In Hartmann v. Winchell, 296 N. Y. 296(73 NE2d 30) (1947), the Court of Appeals of New York, in deciding that the broadcasting of a written script over the radio constituted the publication of a libel, relied on Forrester v. Tyrrell, 9 Times L. R. 257 (1893), an English opinion. In Forrester, the court cited three similar decisions from Coke's Reports, Snyder v. Andrews, 6 Barb. 43 (1849); John Lamb's Case, 9 Co. Rep. 59b (1610); De Libellis Famosis, 5 Co. Rep. 125a (1605), all of which held that the reading out loud of a defamatory letter to a stranger constituted libel. "By the great weight of authority in other states this rule coming down from Coke's time and declared in Forrester v. Tyrrell, supra, is the law today. M'Coombs v. Tuttle, 5 Blackf. (Ind.) 431; Bander v. Metropolitan Life Ins. Co., 313 Mass. 337 [47 NE2d 595]; Peterson v. Western Union Telegraph Co., 72 Minn. 41 [74 NW 1022, 40 LRA 661, 71 ASR 461]; Ohio Public Service Co. v. Myers, 54 Ohio App. 40[6 NE2d 29]; Adams v. Lawson, 17 Grat. (Va.), 250 [94 AD 455]." Hartmann v. Winchell, supra, p. 299. Accord, Gibson v. Kincaid, 140 Ind. App. 186(221 NE2d 834) (1967); Charles Parker Co. v. Silver City Crystal Co., 142 Conn. 605 (116 A2d 440) (1955); Niehoff v. Sahagian, 149 Me. 396 (103 A2d 211) (1954); Ostrowe v. Lee, 256 N. Y. 36 (175 NE 505) (1931); Hedgpeth v. Coleman, 183 N. C. 309 (111 SE 517) (1922).

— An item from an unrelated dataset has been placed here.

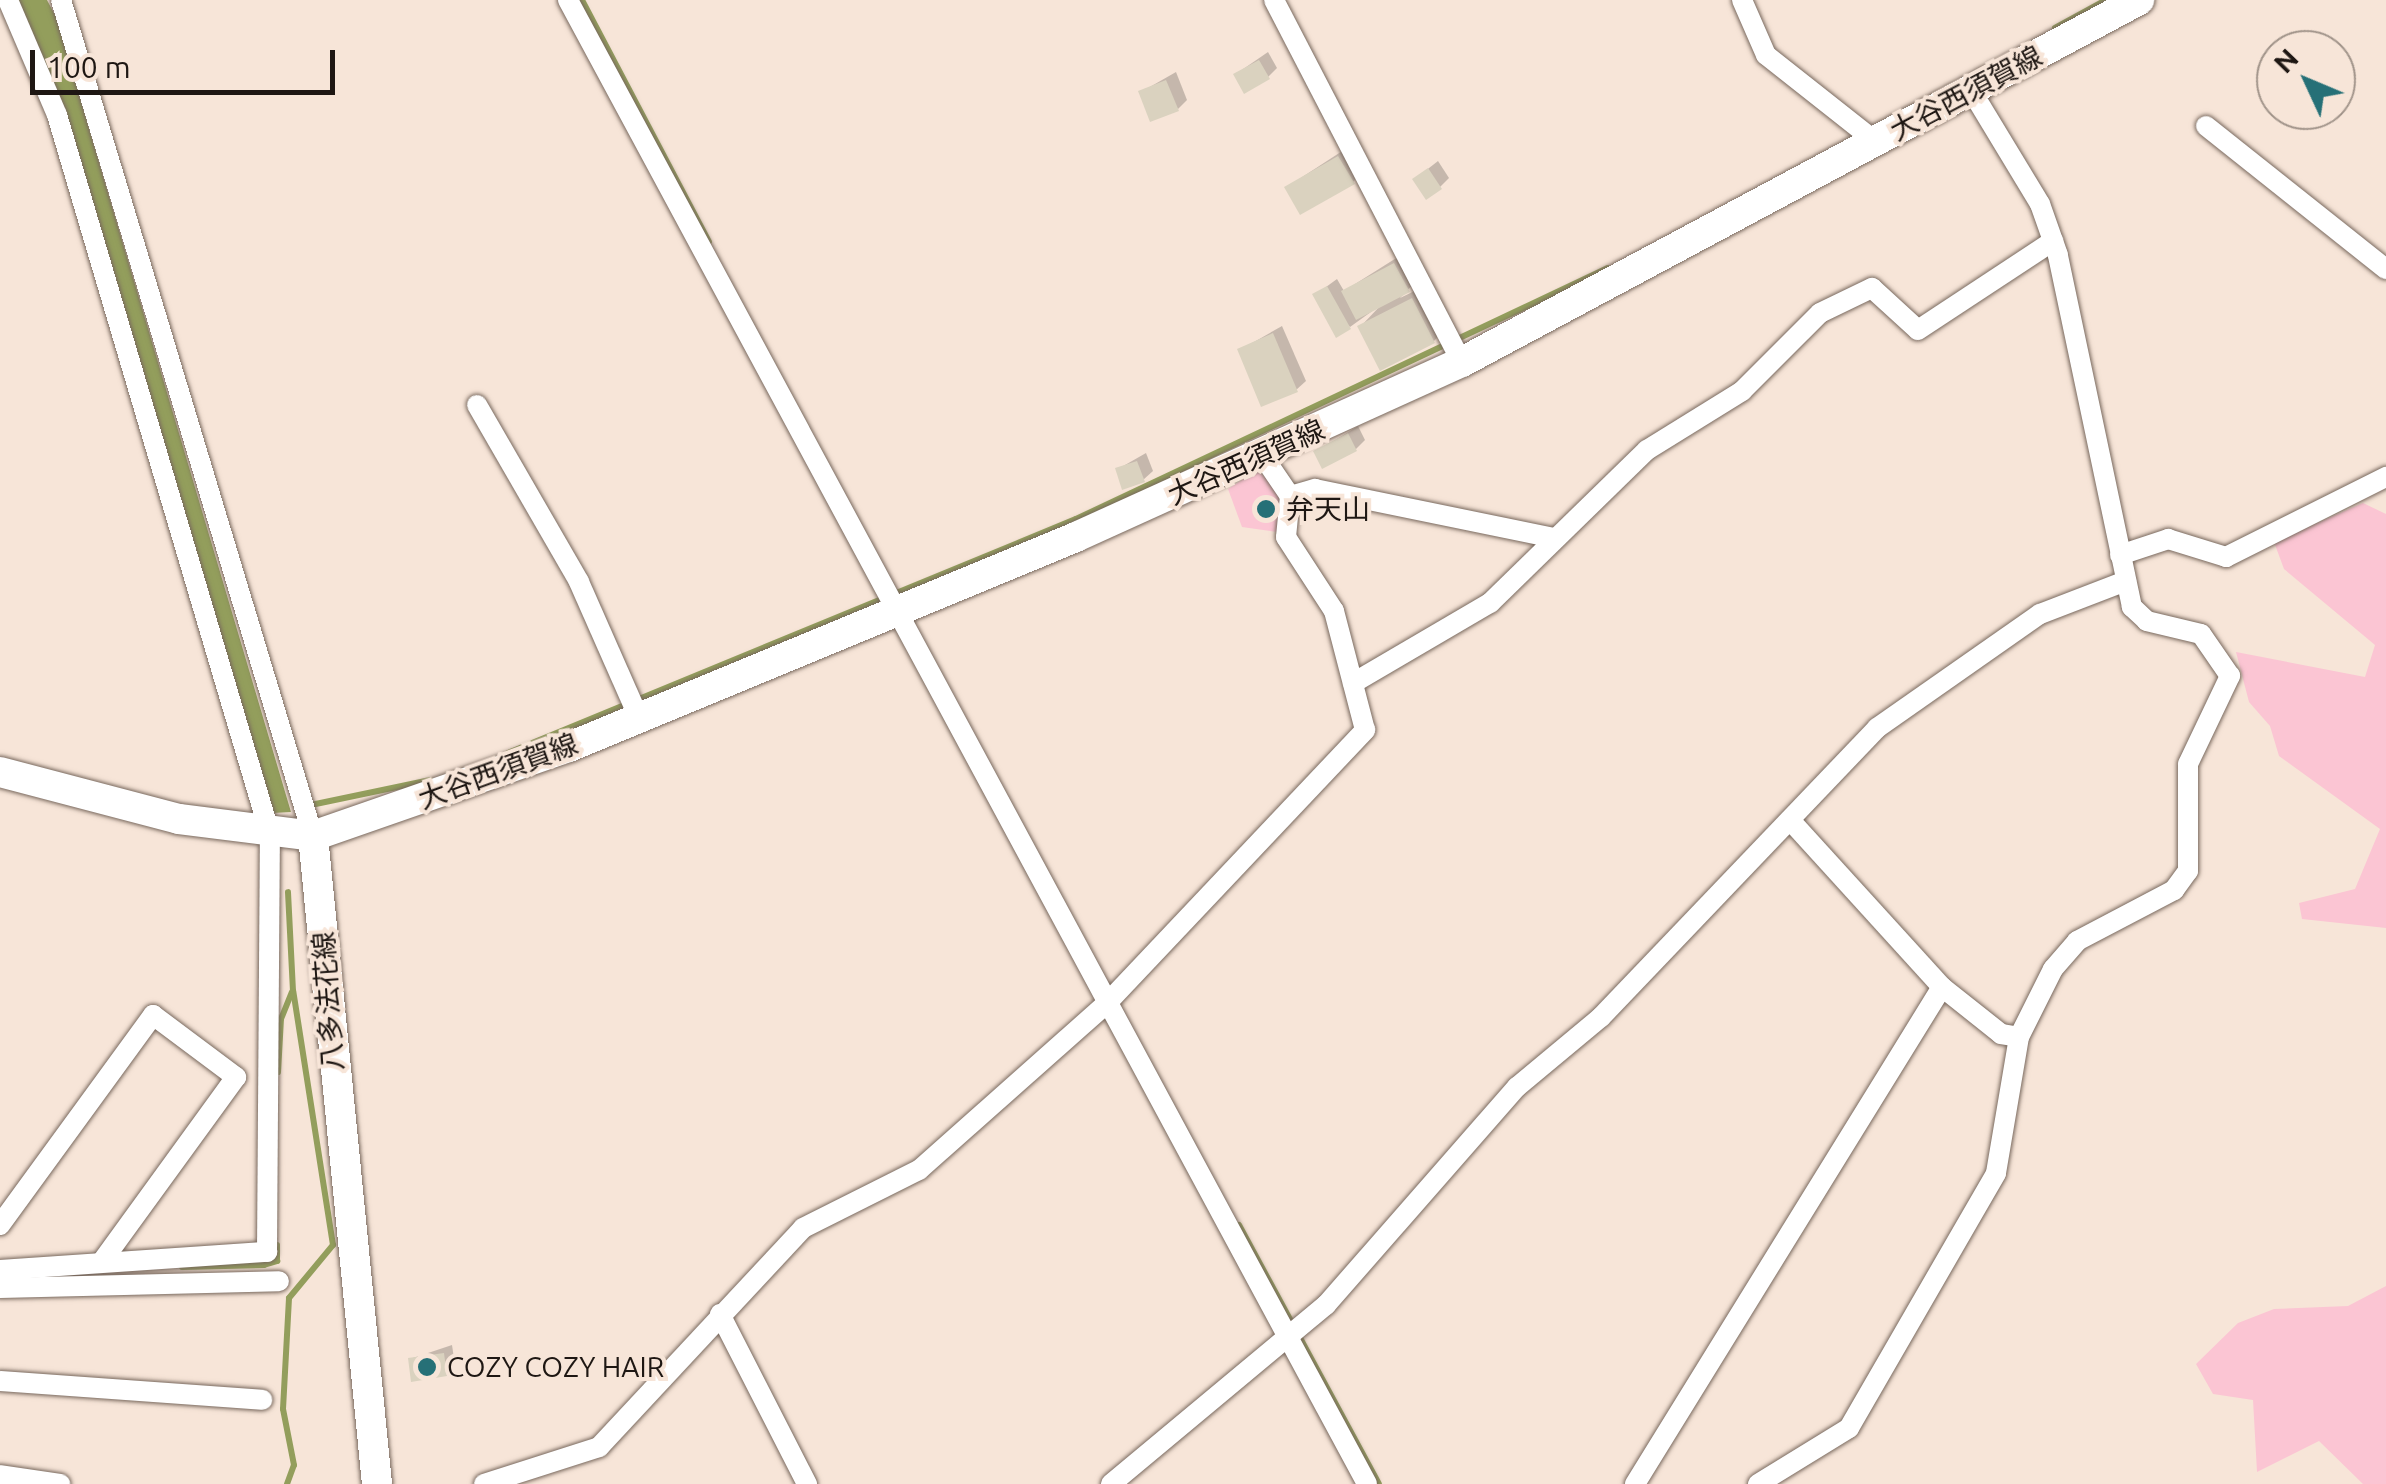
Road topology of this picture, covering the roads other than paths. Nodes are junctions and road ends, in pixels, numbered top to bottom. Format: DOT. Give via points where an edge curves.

The reasoning of these other states persuades us to adopt a similar rule, perhaps best expressed by Justice Cardozo in Ostrowe v. Lee, supra, p.39. "The schism in the law of defamation between the older wrong of slander and the newer one of libel is not the product of mere accident. [Cits.] It has its genesis in evils which the years have not erased. Many things that are defamatory may be said with impunity through the medium of speech. Not so, however, when speech is caught upon the wing and transmuted into print. What gives the sting to the writing *787 is its permanence of form. The spoken word dissolves, but the written one abides and perpetuates the scandal." Thus it is the writing of the defamatory words that distinguishes libel from slander. The fact that the defamation is then communicated orally does not erase this distinction. The written words remain on the page, available to be read by and to others. This is the essence of libel.

We therefore hold that the oral communication of a written defamation constitutes libel. Since the Court of Appeals did not consider the defendant-appellant's other contentions as to libel, we reverse and remand this case for further consideration not inconsistent with this opinion.

Judgment reversed and remanded. All the Justices concur.